Increasing international competition and downward pressure on margins
– Apart from technology driven competitive advantage dilution, Forecasting Forecast can face downward pressure on margins from increasing competition from international players. The international players have stable revenue in their home market and can use those resources to penetrate prominent markets illustrated in HBR case study Solving the Problems of New Product Forecasting .
Aging population
– As the populations of most advanced economies are aging, it will lead to high social security costs, higher savings among population, and lower demand for goods and services in the economy. The household savings in US, France, UK, Germany, and Japan are growing faster than predicted because of uncertainty caused by pandemic.
Weighted SWOT Analysis of Solving the Problems of New Product Forecasting Template, Example
Not all factors mentioned under the Strengths, Weakness, Opportunities, and Threats quadrants in the SWOT Analysis are equal.

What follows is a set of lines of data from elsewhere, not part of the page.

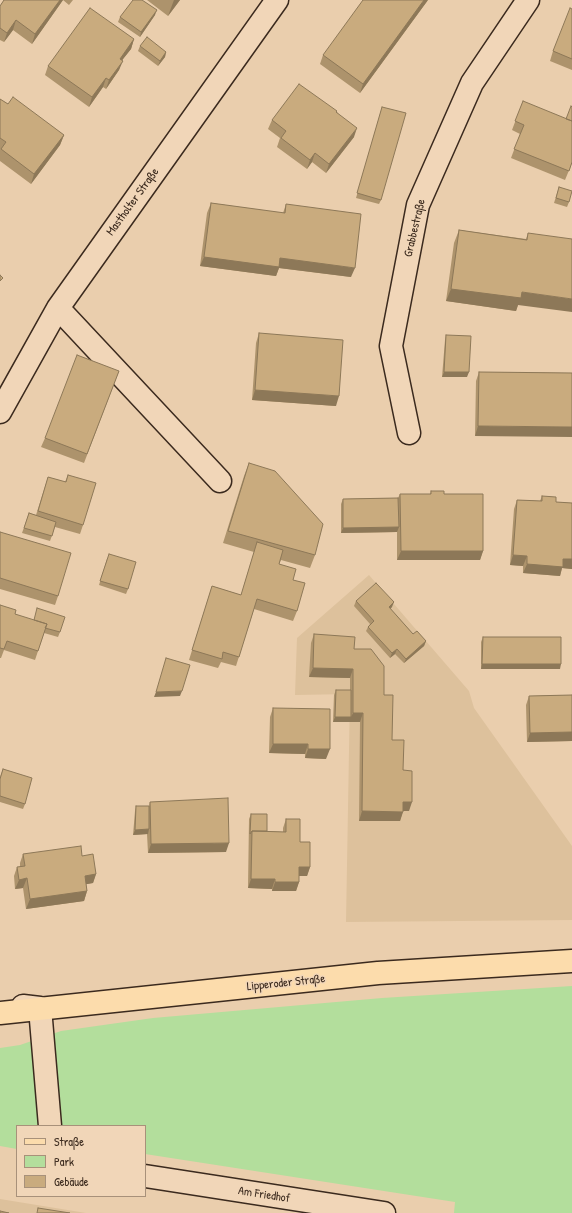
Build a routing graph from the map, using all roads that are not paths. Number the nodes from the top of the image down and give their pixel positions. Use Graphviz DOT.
graph roads {
  1 [pos="278,0"];
  2 [pos="528,0"];
  3 [pos="58,308"];
  4 [pos="0,412"];
  5 [pos="409,433"];
  6 [pos="220,481"];
  7 [pos="572,961"];
  8 [pos="0,1003"];
  9 [pos="40,1008"];
  10 [pos="0,1013"];
  11 [pos="50,1125"];
  12 [pos="146,1176"];
  13 [pos="384,1213"];
  1 -- 3 [label="street, Mastholter Straße"];
  2 -- 5 [label="street, Grabbestraße"];
  3 -- 4 [label="street, Mastholter Straße"];
  3 -- 6 [label="street"];
  7 -- 9 [label="main road, Lipperoder Straße"];
  8 -- 9 [label="street"];
  9 -- 10 [label="main road, Lipperoder Straße"];
  9 -- 11 [label="street"];
  12 -- 13 [label="street, Am Friedhof"];
}
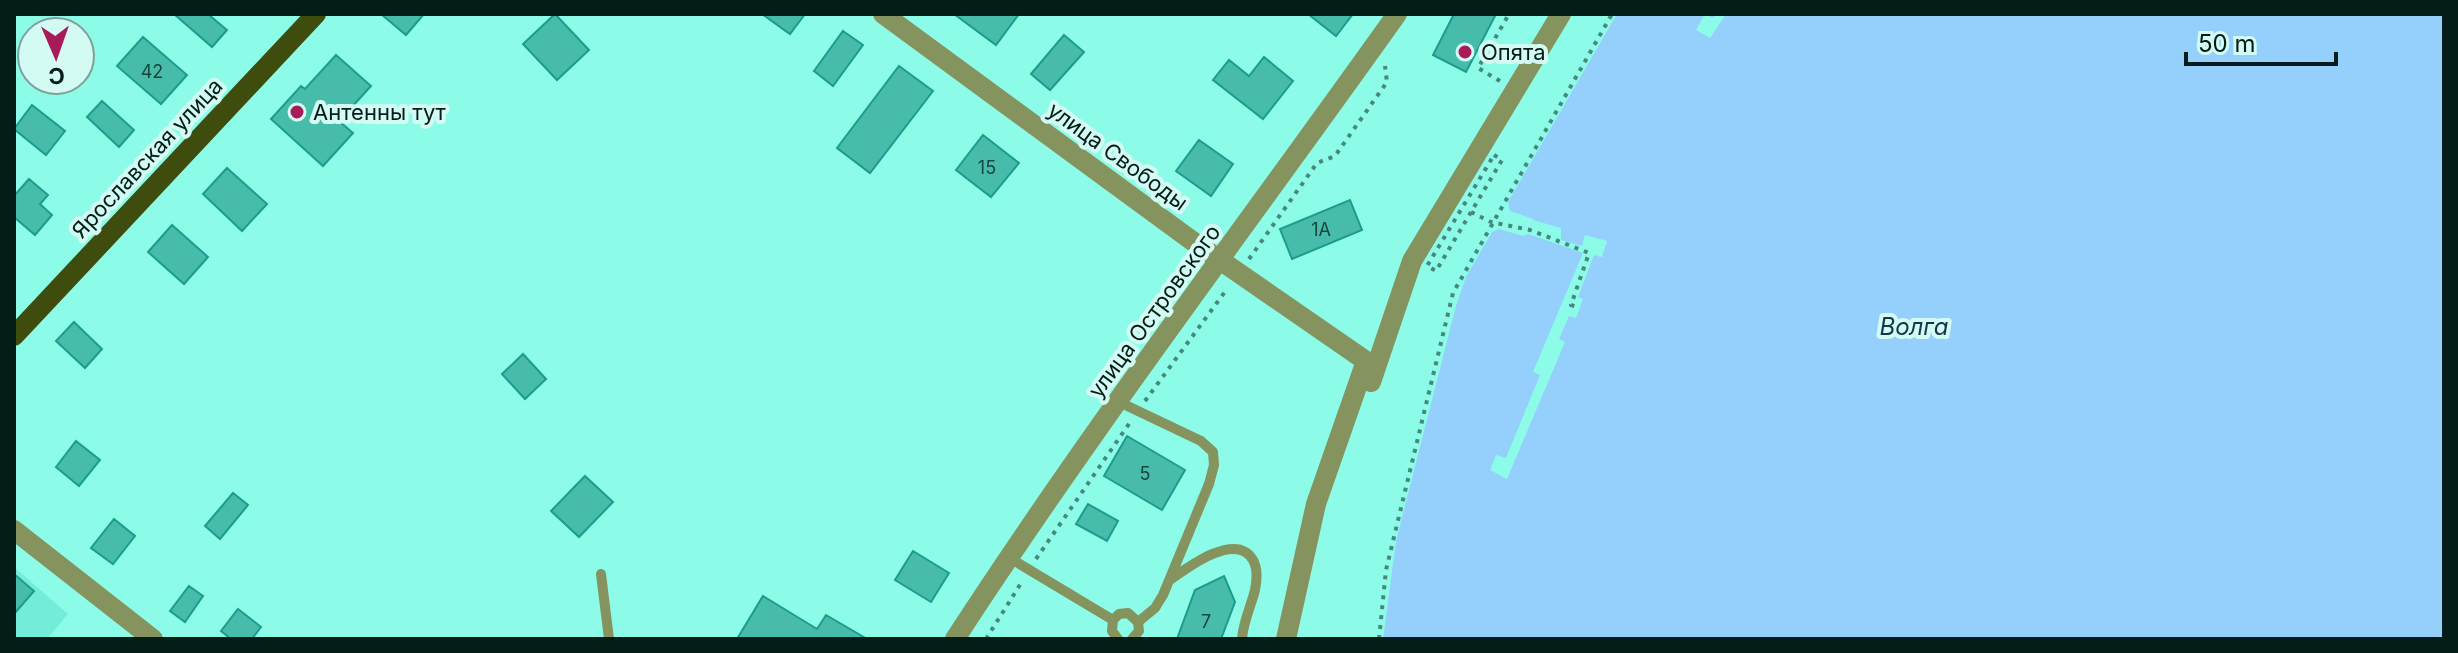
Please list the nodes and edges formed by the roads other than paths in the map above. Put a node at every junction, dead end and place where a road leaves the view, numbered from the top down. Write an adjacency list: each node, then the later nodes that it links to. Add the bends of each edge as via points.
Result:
1 (316, 14): 6 (main road, Ярославская улица)
2 (883, 14): 5 (street, улица Свободы)
3 (1397, 14): 5 (street, улица Островского)
4 (1561, 14): 21 (street, via 1412,261 1329,507)
5 (1221, 260): 7 (street, улица Островского); 20 (street, улица Свободы, via 1366,361 1316,504)
6 (14, 336)
7 (1117, 401): 9 (street, улица Островского); 11 (lane, via 1201,441 1213,452 1209,484)
8 (14, 530): 14 (street)
9 (1008, 557): 12 (lane); 16 (street, улица Островского)
10 (601, 574): 15 (lane)
11 (1169, 581): 13 (lane, via 1155,608); 19 (lane, via 1222,551 1238,548 1250,555 1257,568)
12 (1113, 620): 13 (lane, via 1128,613); 17 (lane)
13 (1138, 622): 18 (lane)
14 (153, 639)
15 (609, 639)
16 (955, 639)
17 (1118, 639)
18 (1132, 639)
19 (1242, 639)
20 (1286, 639)
21 (1299, 639)

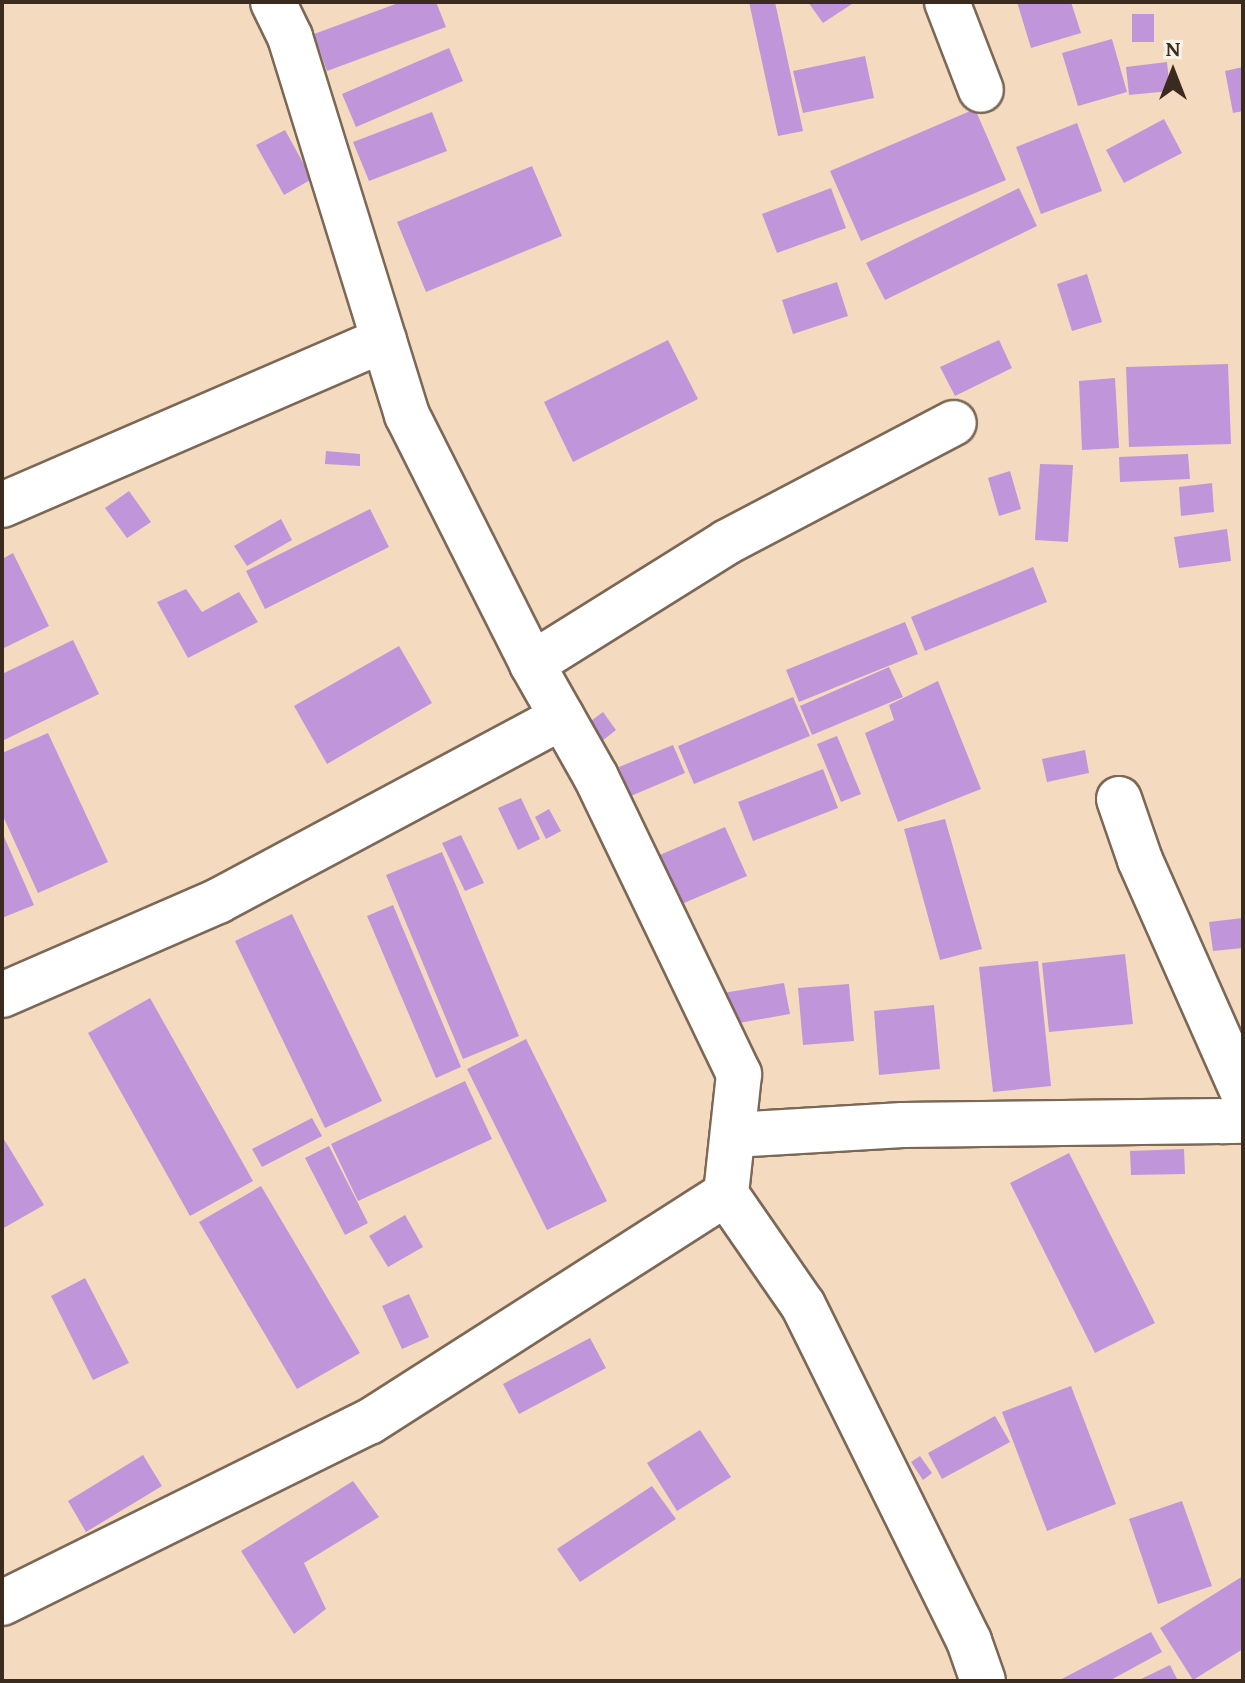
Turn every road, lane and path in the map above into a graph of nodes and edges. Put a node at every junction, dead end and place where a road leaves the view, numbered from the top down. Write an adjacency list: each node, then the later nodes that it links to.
1 (273, 2): 4 (street)
2 (947, 2): 3 (street)
3 (981, 90)
4 (384, 340): 6 (street); 7 (street)
5 (954, 423): 7 (street)
6 (2, 505)
7 (532, 664): 8 (street)
8 (562, 717): 10 (street); 13 (street)
9 (1119, 799): 11 (street)
10 (2, 995)
11 (1243, 1092)
12 (1243, 1121): 13 (street)
13 (733, 1135): 14 (street)
14 (726, 1194): 15 (street); 16 (street)
15 (2, 1603)
16 (983, 1681)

Managers in the HBR case study Solving the Problems of New Product Forecasting needs to zero down on the relative importance of each factor mentioned in the Strengths, Weakness, Opportunities, and Threats quadrants.
We can provide the relative importance to each factor by assigning relative weights. Weighted SWOT analysis process is a three stage process –
First stage for doing weighted SWOT analysis of the case study Solving the Problems of New Product Forecasting is to rank the strengths and weaknesses of the organization. This will help you to assess the most important strengths and weaknesses of the firm and which one of the strengths and weaknesses mentioned in the initial lists are marginal and can be left out.
Second stage for conducting weighted SWOT analysis of the Harvard case study Solving the Problems of New Product Forecasting is to give probabilities to the external strategic factors thus better understanding the opportunities and threats arising out of macro environment changes and developments.
Third stage of constructing weighted SWOT analysis of Solving the Problems of New Product Forecasting is to provide strategic recommendations includes – joining likelihood of external strategic factors such as opportunities and threats to the internal strategic factors – strengths and weaknesses. You should start with external factors as they will provide the direction of the overall industry. Secondly by joining probabilities with internal strategic factors can help the company not only strategic fit but also the most probably strategic trade-off that Forecasting Forecast needs to make to build a sustainable competitive advantage.